▶ **EXERCISE INSTRUCTIONS**: Everything from the first line of the material to the line containing "0 #46494d) drop-shadow(-2px", inclusive, must be given again exactly; no pictures, and nothing past that line.

==*==

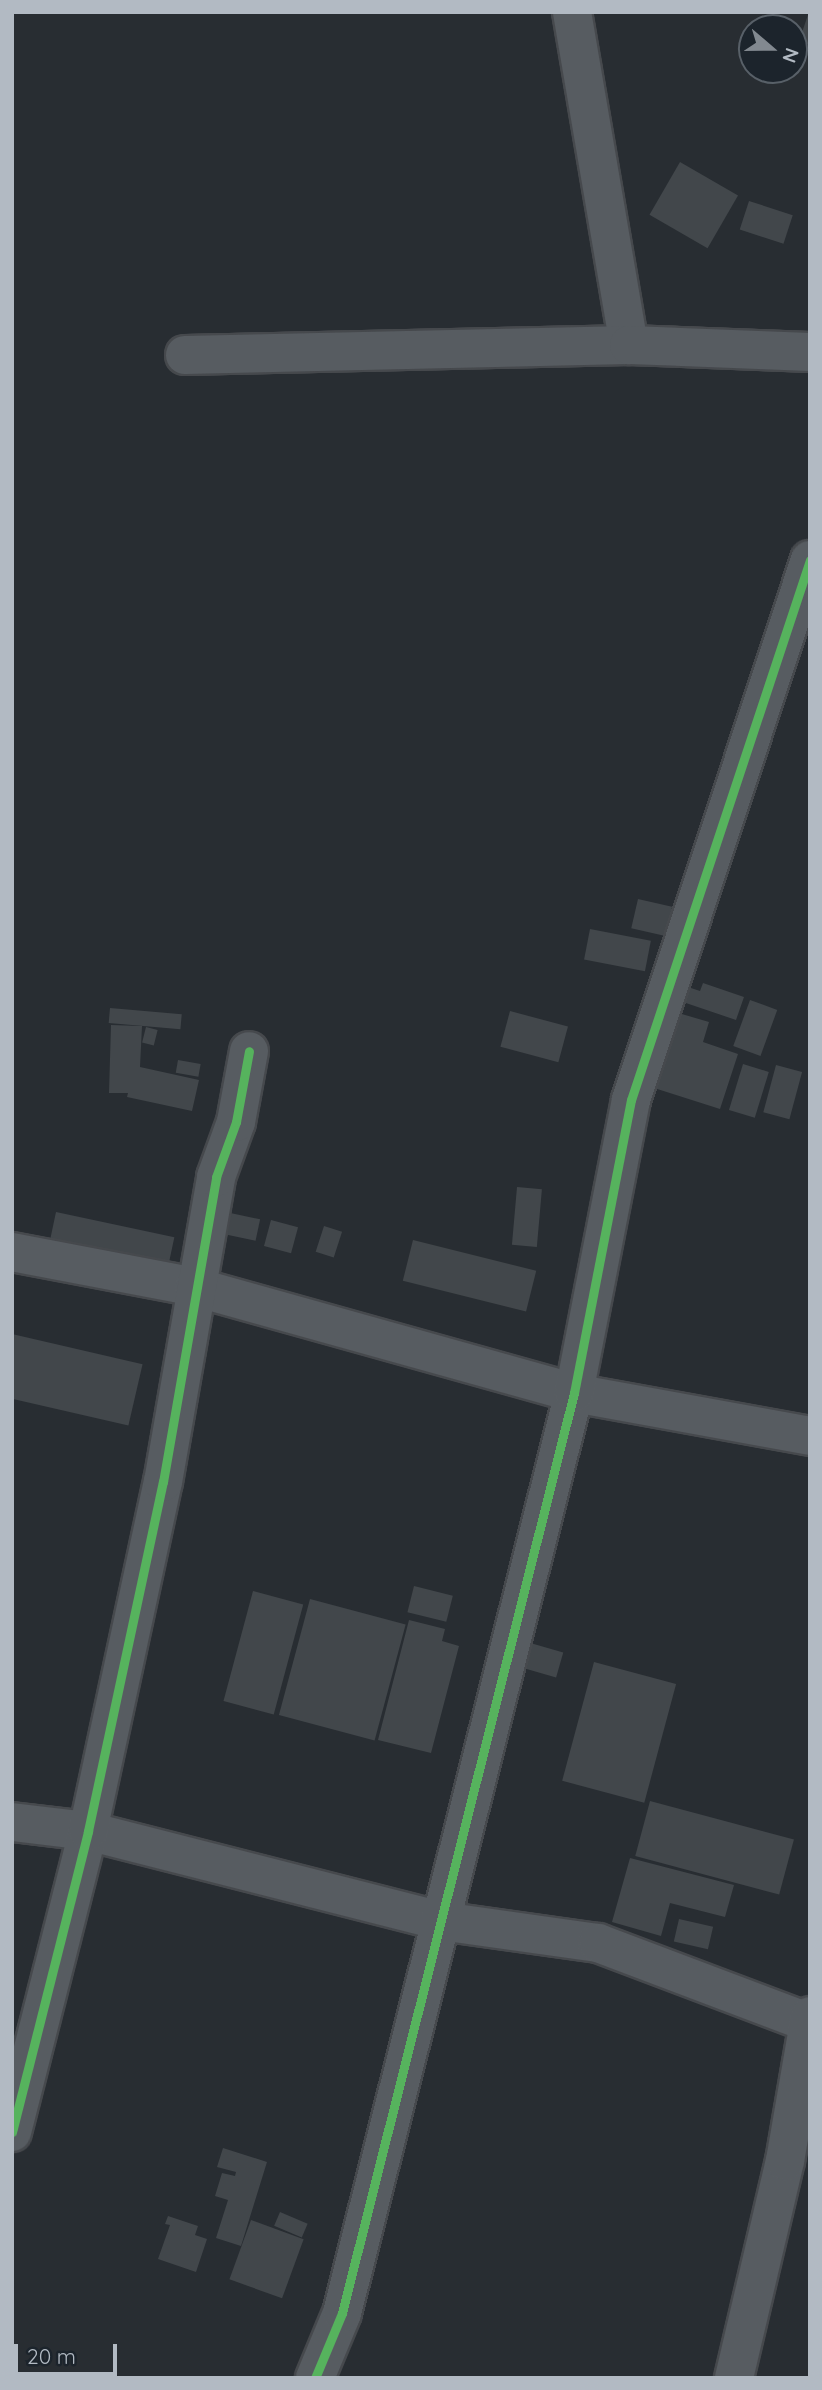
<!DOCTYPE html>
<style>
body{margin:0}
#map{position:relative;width:822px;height:2390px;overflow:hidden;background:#282d32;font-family:Quicksand,sans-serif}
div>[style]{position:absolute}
.building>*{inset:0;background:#42474b;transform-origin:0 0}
.roads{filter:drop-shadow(2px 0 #46494d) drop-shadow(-2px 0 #46494d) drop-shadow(0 2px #46494d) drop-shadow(0 -2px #46494d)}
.minor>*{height:38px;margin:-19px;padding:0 19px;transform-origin:19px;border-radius:19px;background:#575c61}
.cycleway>*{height:9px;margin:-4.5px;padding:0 4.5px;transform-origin:4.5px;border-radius:4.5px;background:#56b35d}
span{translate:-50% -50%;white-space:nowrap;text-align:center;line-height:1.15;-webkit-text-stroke:5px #1c242c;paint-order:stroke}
.frame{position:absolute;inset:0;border:14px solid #b2bac3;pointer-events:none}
.north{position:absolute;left:738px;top:14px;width:70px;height:70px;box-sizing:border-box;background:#1c242c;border:2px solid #586068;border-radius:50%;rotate:110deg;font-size:19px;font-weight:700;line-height:28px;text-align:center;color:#b2bac3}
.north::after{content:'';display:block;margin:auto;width:24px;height:32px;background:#828990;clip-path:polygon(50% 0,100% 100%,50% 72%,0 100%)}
.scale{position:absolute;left:14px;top:2344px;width:103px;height:32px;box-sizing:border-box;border:4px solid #b2bac3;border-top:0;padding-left:9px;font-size:21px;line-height:24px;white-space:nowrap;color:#b2bac3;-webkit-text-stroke:5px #1c242c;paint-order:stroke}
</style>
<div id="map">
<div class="building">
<i style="clip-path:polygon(809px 12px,810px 12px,810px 45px,799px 41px)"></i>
<i style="left:680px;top:162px;width:67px;height:61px;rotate:30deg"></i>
<i style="left:749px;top:201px;width:46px;height:30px;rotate:18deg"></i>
<i style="left:638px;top:899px;width:35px;height:30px;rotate:13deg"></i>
<i style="left:590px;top:929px;width:62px;height:31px;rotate:11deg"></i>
<i style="clip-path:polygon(703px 983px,744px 997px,736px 1020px,680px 1001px,685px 986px,700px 991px)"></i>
<i style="left:750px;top:1000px;width:29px;height:49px;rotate:20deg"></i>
<i style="left:110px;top:1008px;width:72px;height:15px;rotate:5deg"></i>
<i style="left:510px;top:1011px;width:60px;height:37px;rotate:15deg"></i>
<i style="clip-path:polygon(675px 1012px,709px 1022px,703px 1042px,738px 1054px,720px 1109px,651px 1087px)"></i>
<i style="clip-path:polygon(111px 1025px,142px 1026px,140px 1067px,199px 1080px,192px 1111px,127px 1097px,128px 1093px,109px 1093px)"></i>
<i style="left:146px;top:1027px;width:12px;height:16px;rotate:14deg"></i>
<i style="left:178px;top:1060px;width:23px;height:13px;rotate:10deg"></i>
<i style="left:743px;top:1064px;width:27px;height:48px;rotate:17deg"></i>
<i style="left:776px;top:1065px;width:27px;height:49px;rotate:15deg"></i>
<i style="left:517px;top:1187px;width:25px;height:58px;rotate:5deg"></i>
<i style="left:221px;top:1211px;width:40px;height:22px;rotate:12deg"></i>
<i style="left:56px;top:1212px;width:121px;height:39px;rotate:12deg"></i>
<i style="left:271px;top:1220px;width:28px;height:27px;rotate:15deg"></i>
<i style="left:324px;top:1226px;width:19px;height:27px;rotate:18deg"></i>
<i style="left:413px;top:1240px;width:127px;height:42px;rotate:14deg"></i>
<i style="left:12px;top:1334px;width:134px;height:63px;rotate:13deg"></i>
<i style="left:414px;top:1586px;width:40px;height:27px;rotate:14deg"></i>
<i style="left:253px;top:1591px;width:52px;height:114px;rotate:15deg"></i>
<i style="left:310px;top:1599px;width:99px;height:120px;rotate:15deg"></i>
<i style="clip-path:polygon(409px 1620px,445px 1629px,442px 1641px,459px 1646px,431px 1753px,378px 1740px)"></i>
<i style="left:520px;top:1640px;width:45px;height:26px;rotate:16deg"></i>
<i style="left:594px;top:1662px;width:85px;height:123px;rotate:15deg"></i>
<i style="left:650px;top:1801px;width:149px;height:57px;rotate:15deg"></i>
<i style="clip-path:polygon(630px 1858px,734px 1885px,725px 1917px,670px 1903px,661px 1936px,612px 1922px)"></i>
<i style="left:679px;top:1919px;width:35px;height:23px;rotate:13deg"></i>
<i style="clip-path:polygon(223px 2148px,267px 2162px,241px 2246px,216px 2238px,228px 2200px,215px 2196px,222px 2173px,235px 2176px,236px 2172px,217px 2167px)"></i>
<i style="left:280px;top:2212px;width:30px;height:15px;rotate:23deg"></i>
<i style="clip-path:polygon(168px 2216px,198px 2226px,195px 2235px,207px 2239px,196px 2272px,158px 2259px,170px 2225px,165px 2224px)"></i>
<i style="left:251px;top:2220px;width:56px;height:63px;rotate:20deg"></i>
</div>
<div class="roads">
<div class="minor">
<i style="left:572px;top:12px;width:338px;rotate:80.3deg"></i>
<i style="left:185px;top:355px;width:444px;rotate:-1.3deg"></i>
<i style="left:629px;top:345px;width:181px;rotate:2.2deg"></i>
<i style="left:12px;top:1252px;width:186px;rotate:10.8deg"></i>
<i style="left:195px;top:1287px;width:394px;rotate:15.6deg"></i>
<i style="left:574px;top:1393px;width:240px;rotate:10.3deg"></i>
<i style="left:12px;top:1822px;width:77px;rotate:6.8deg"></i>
<i style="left:88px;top:1831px;width:364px;rotate:14.3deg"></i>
<i style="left:441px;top:1921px;width:159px;rotate:8deg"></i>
<i style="left:598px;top:1943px;width:227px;rotate:20.7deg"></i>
<i style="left:12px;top:2132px;width:310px;rotate:-75.8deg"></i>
<i style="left:88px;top:1831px;width:357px;rotate:-77.9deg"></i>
<i style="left:163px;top:1482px;width:310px;rotate:-80.1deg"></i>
<i style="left:216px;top:1177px;width:59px;rotate:-70deg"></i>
<i style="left:236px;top:1122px;width:72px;rotate:-79.6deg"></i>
<i style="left:315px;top:2378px;width:70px;rotate:-67.4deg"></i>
<i style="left:342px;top:2313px;width:949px;rotate:-75.85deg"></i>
<i style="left:574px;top:1393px;width:298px;rotate:-79deg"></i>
<i style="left:631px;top:1100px;width:569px;rotate:-71.66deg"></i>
<i style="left:734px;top:2378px;width:223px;rotate:-76.8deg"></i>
<i style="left:785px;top:2161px;width:147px;rotate:-80.2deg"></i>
</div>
</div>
<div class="cycleway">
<i style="left:12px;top:2132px;width:310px;rotate:-75.8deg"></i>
<i style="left:88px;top:1831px;width:357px;rotate:-77.9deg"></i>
<i style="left:163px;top:1482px;width:310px;rotate:-80.1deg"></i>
<i style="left:216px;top:1177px;width:59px;rotate:-70deg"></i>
<i style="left:236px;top:1122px;width:72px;rotate:-79.6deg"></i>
<i style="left:315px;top:2378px;width:70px;rotate:-67.4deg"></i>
<i style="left:342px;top:2313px;width:949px;rotate:-75.85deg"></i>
<i style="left:574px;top:1393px;width:298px;rotate:-79deg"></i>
<i style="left:631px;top:1100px;width:569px;rotate:-71.66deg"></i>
</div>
<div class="frame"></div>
<div class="north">N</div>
<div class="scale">20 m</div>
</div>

==*==

▶ **TASK ANSWER**:
<!DOCTYPE html>
<style>
body{margin:0}
#map{position:relative;width:822px;height:2390px;overflow:hidden;background:#282d32;font-family:Quicksand,sans-serif}
div>[style]{position:absolute}
.building>*{inset:0;background:#42474b;transform-origin:0 0}
.roads{filter:drop-shadow(2px 0 #46494d) drop-shadow(-2px 0 #46494d) drop-shadow(0 2px #46494d) drop-shadow(0 -2px #46494d)}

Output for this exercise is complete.